In this book, however, Grave Digger and Coffin Ed make an appearance early and then don’t show up again until the last twenty pages or so. That’s when they are trying to save Alberta from really dying because of the violent types who want whatever it is she’s got — if she has anything.
Until then, Himes tells of the half-baked hustles of a small mob of lowlife criminals, some of whom die in their efforts to get what they believe Alberta has hidden. They think it’s some sort of money, and their belief in that is reinforced by the growing number of people looking for it.
These would-be thieves are interesting in their quirky oddities. For instance, Dummy is a former welterweight boxer who lost his hearing from getting punched too much and lost his tongue when his criminal backers wanted to make sure he wouldn’t testify against them to investigators. He communicates with other characters by scribbling notes on a pad of paper.

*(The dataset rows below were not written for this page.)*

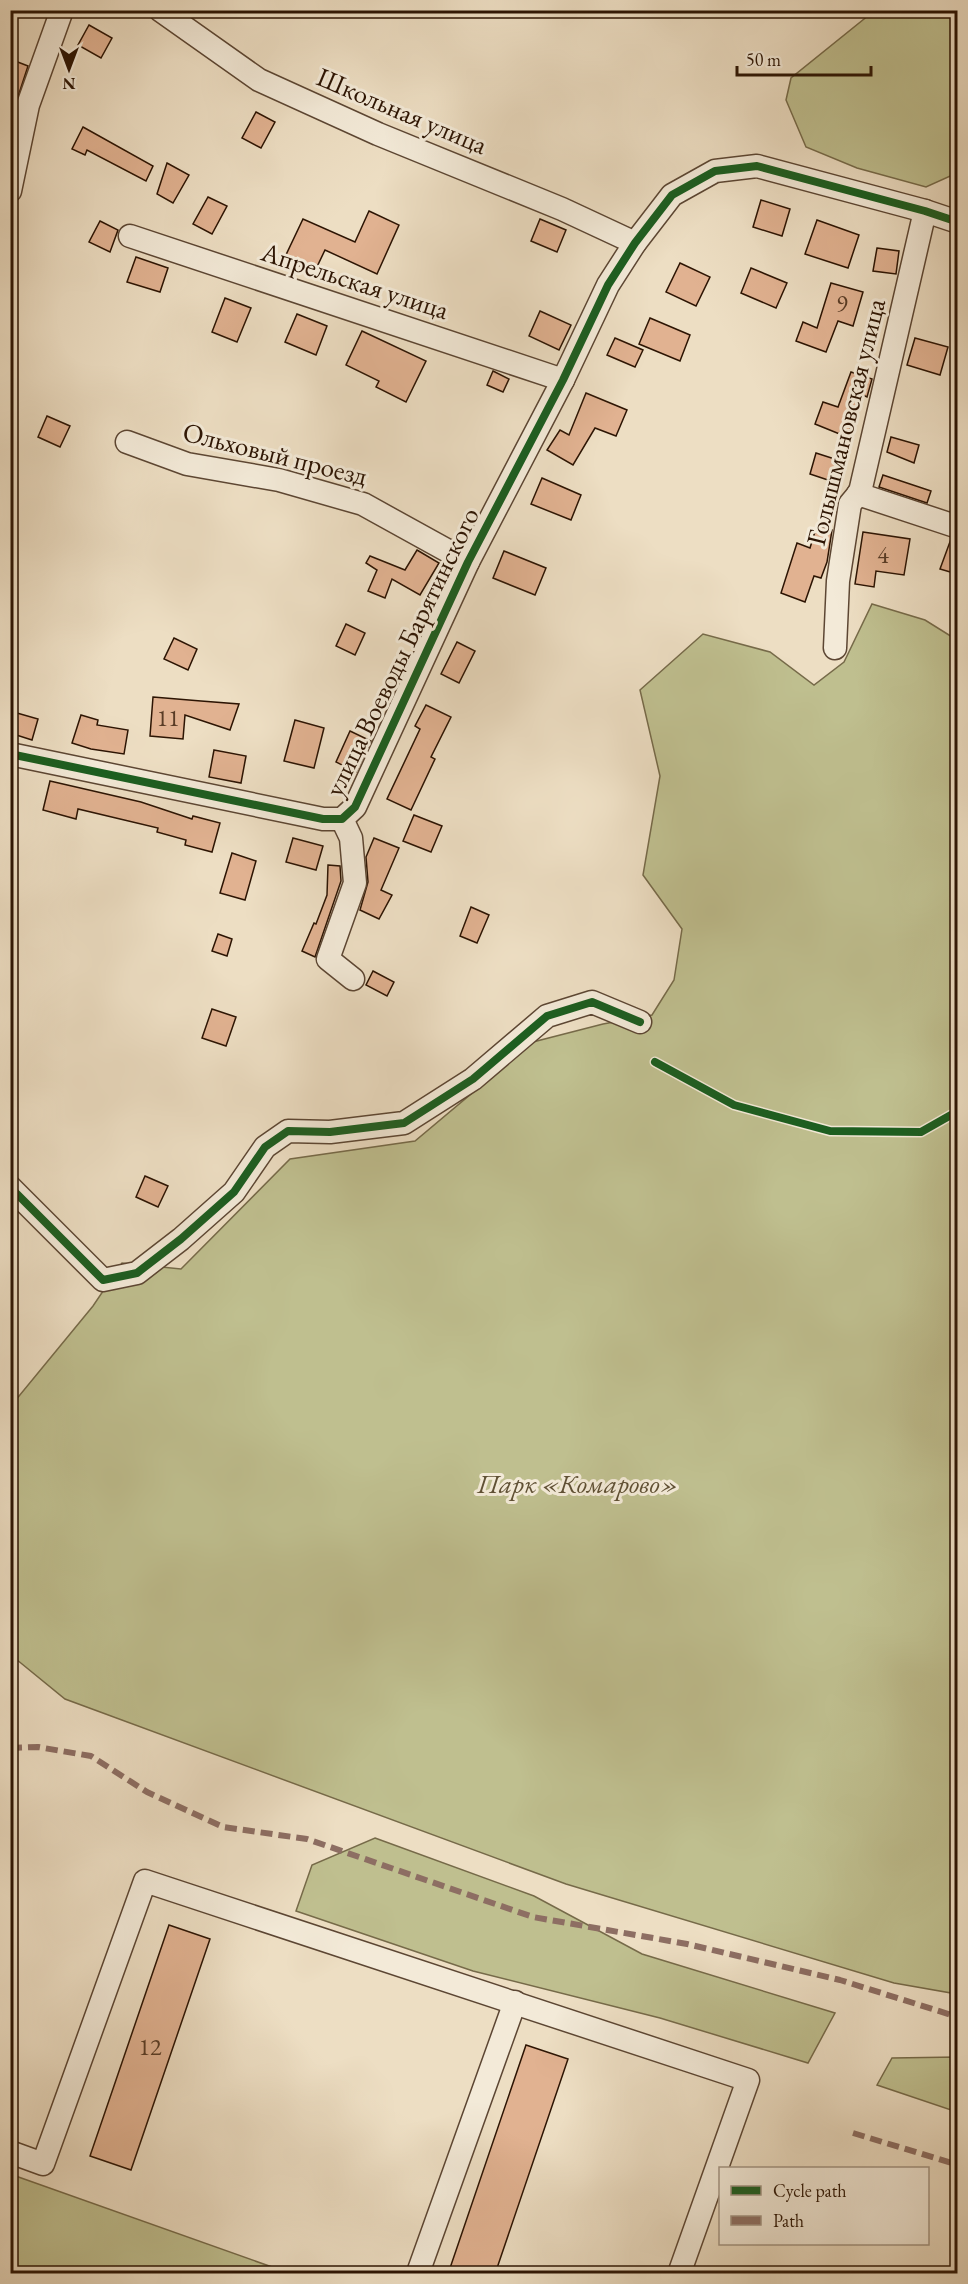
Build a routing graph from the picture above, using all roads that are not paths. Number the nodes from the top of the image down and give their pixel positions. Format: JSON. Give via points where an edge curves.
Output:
{"nodes":[{"id":1,"x":62,"y":10,"type":"edge"},
{"id":2,"x":160,"y":10,"type":"edge"},
{"id":3,"x":10,"y":191,"type":"edge"},
{"id":4,"x":925,"y":212,"type":"junction"},
{"id":5,"x":957,"y":222,"type":"edge"},
{"id":6,"x":130,"y":236,"type":"dead end"},
{"id":7,"x":635,"y":243,"type":"junction"},
{"id":8,"x":563,"y":380,"type":"junction"},
{"id":9,"x":127,"y":442,"type":"dead end"},
{"id":10,"x":858,"y":494,"type":"junction"},
{"id":11,"x":957,"y":527,"type":"edge"},
{"id":12,"x":468,"y":562,"type":"junction"},
{"id":13,"x":836,"y":648,"type":"dead end"},
{"id":14,"x":10,"y":754,"type":"edge"},
{"id":15,"x":342,"y":819,"type":"junction"},
{"id":16,"x":353,"y":980,"type":"dead end"},
{"id":17,"x":640,"y":1022,"type":"dead end"},
{"id":18,"x":10,"y":1187,"type":"edge"},
{"id":19,"x":515,"y":2002,"type":"junction"},
{"id":20,"x":10,"y":2152,"type":"edge"},
{"id":21,"x":419,"y":2270,"type":"dead end"},
{"id":22,"x":680,"y":2274,"type":"edge"}],
"edges":[{"from":1,"to":3,"type":"street","via":[[28,105]]},
{"from":2,"to":7,"type":"street","name":"Школьная улица","via":[[259,80]]},
{"from":4,"to":5,"type":"street"},
{"from":4,"to":7,"type":"street","name":"улица Воеводы Барятинского","via":[[757,166],[715,171],[672,195]]},
{"from":4,"to":10,"type":"street","name":"Голышмановская улица"},
{"from":6,"to":8,"type":"street","name":"Апрельская улица"},
{"from":7,"to":8,"type":"street","name":"улица Воеводы Барятинского","via":[[608,285]]},
{"from":8,"to":12,"type":"street","name":"улица Воеводы Барятинского"},
{"from":9,"to":12,"type":"street","name":"Ольховый проезд","via":[[188,464],[279,480],[363,504]]},
{"from":10,"to":11,"type":"street"},
{"from":10,"to":13,"type":"street","name":"Голышмановская улица","via":[[850,504],[840,570]]},
{"from":12,"to":15,"type":"street","name":"улица Воеводы Барятинского","via":[[355,807]]},
{"from":14,"to":15,"type":"street","name":"улица Воеводы Барятинского","via":[[323,819]]},
{"from":15,"to":16,"type":"street","via":[[351,837],[355,883],[328,959]]},
{"from":17,"to":18,"type":"street","via":[[592,1002],[547,1016],[473,1079],[404,1123],[330,1132],[288,1131],[265,1147],[234,1192],[137,1273],[103,1280]]},
{"from":19,"to":20,"type":"street","via":[[145,1881],[43,2164]]},
{"from":19,"to":21,"type":"street"},
{"from":19,"to":22,"type":"street","via":[[748,2080]]}]}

Another is a dude called Susie who smokes a lot of pot and wears cowboy boots. A third is Abraham Finkelstein, a devious white businessman who specializes in hiring guys to break into the apartments of people who are out of town and then “sell” him the furnishings.
From the beginning of the story, Finkelstein is known most of the time as simply The Jew.
Politically incorrect
That is one of the many ways that The Big Gold Dream is a throwback. It would be the height of political incorrectness today to call a character The Jew, but, in 1960, the term was, to some extent, socially acceptable in terms of how the characters in Harlem would speak.

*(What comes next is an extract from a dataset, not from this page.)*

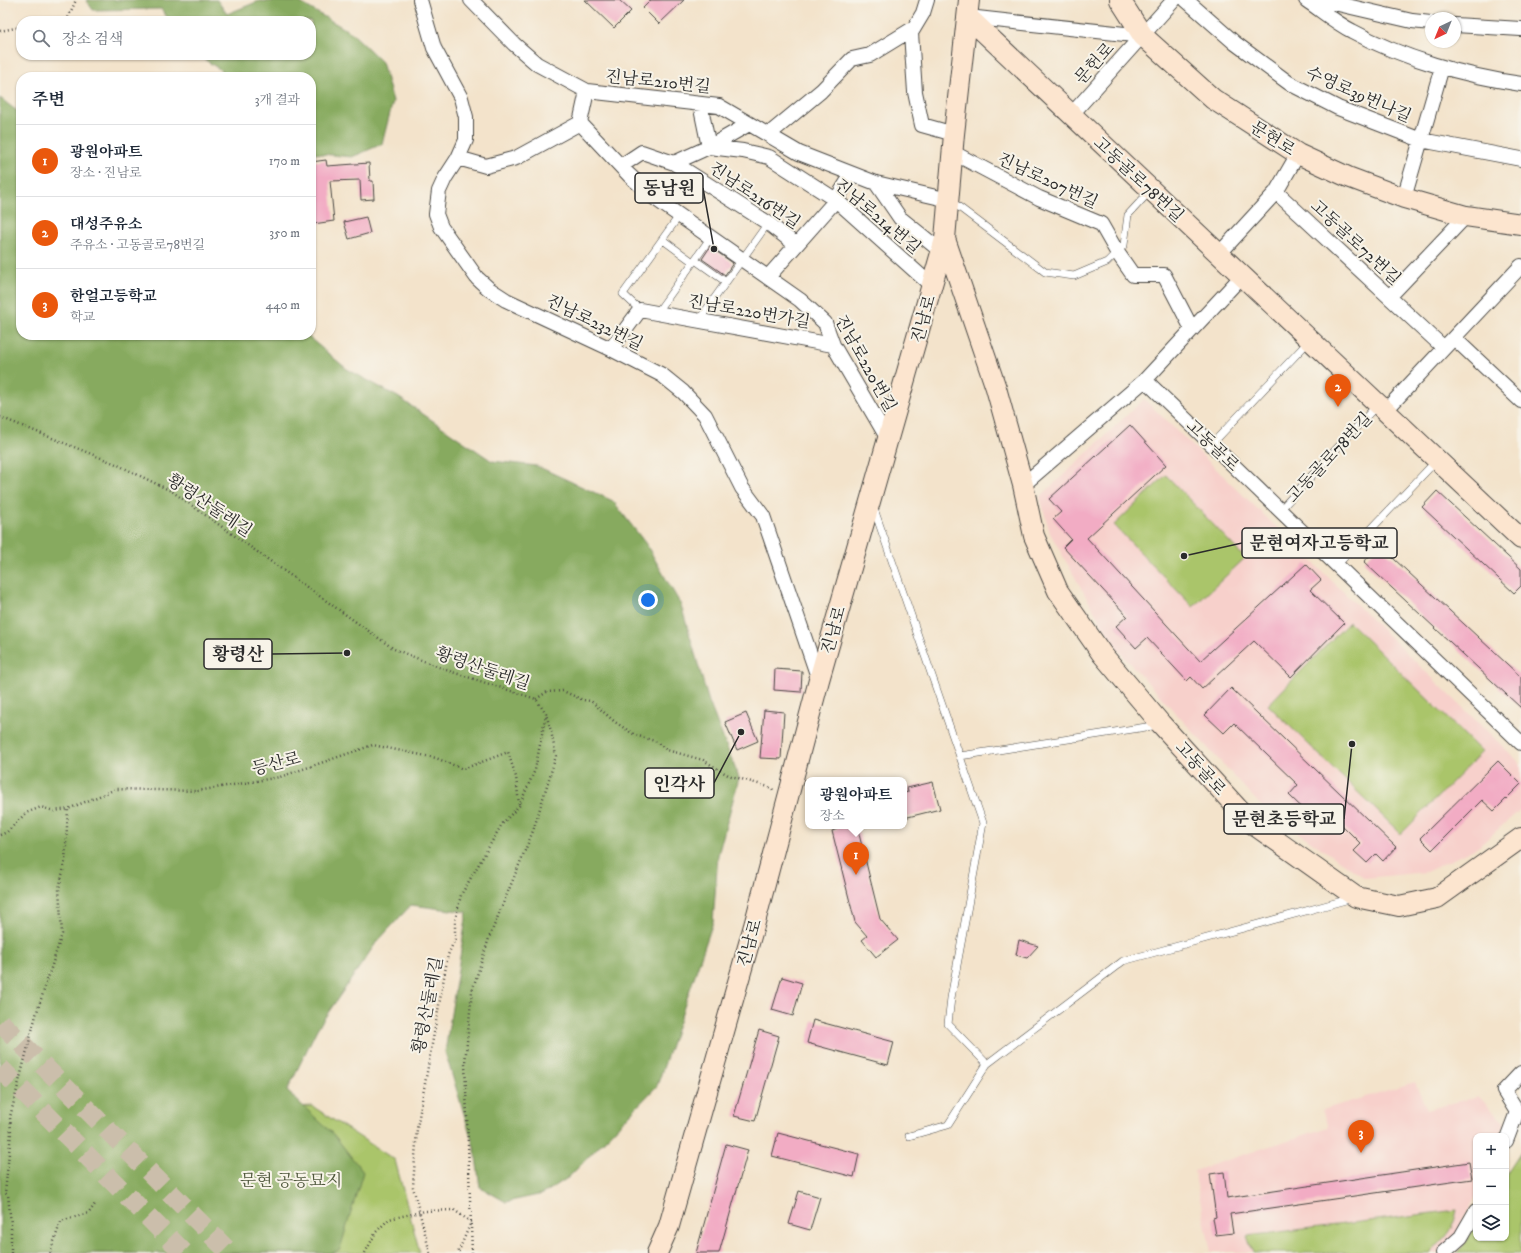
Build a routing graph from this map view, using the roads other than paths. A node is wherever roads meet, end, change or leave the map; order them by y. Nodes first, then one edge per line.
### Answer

Besides, it was being used by Himes as a descriptor rather than a slur. Indeed, Himes, I suspect, would argue that it wasn’t antisemitic to employ the term since Finklestein was just one of many people in the story who were willing to use illegal means to get money that didn’t belong to them. He was more skillful than some, and less skillful than others.
Of course, in today’s era of Black Lives Matter, the idea of centering a story on a bunch of Black criminals probably wouldn’t fly. It would seem to be giving some sort of endorsement to them and their illegal activities, and they would be seen as well as poor representatives of African American life.
Yet, Himes doesn’t portray these guys as heroes but as bumbling, if violent, schemers. What’s striking is that, even though the reader doesn’t know all of the mystery, the reader usually knows more than the schemers and can see how misguided and dense they often are.
Not only that, but a number of the schemers get killed because of their scheming. In fact, two die for money that isn’t money. (I could explain that, but it would spoil the plot twist.)
A lot of thievery and violence
It can seem, for a present-day reader, that there is a lot of thievery and violence going on for small amounts of money. For example, after Alberta’s “death,” Finkelstein buys the furnishings of her apartment from Rufus for $117.
However, those were 1960 dollars. After six decades of inflation, the equivalent of that money today is about $1,200. Similarly, one chunk of change that a character gets ahold of sounds like a lot, $36,000.
But, in today’s dollars, it’s much more — ten times more.
“The man”
The portrayal of the police by Himes carries none of the deep antipathy that many Blacks express today toward law enforcement officers, regardless of race. The white cops are presented as fairly neutral outsiders who are pretty mystified by the Black culture of Harlem but still try to do their jobs.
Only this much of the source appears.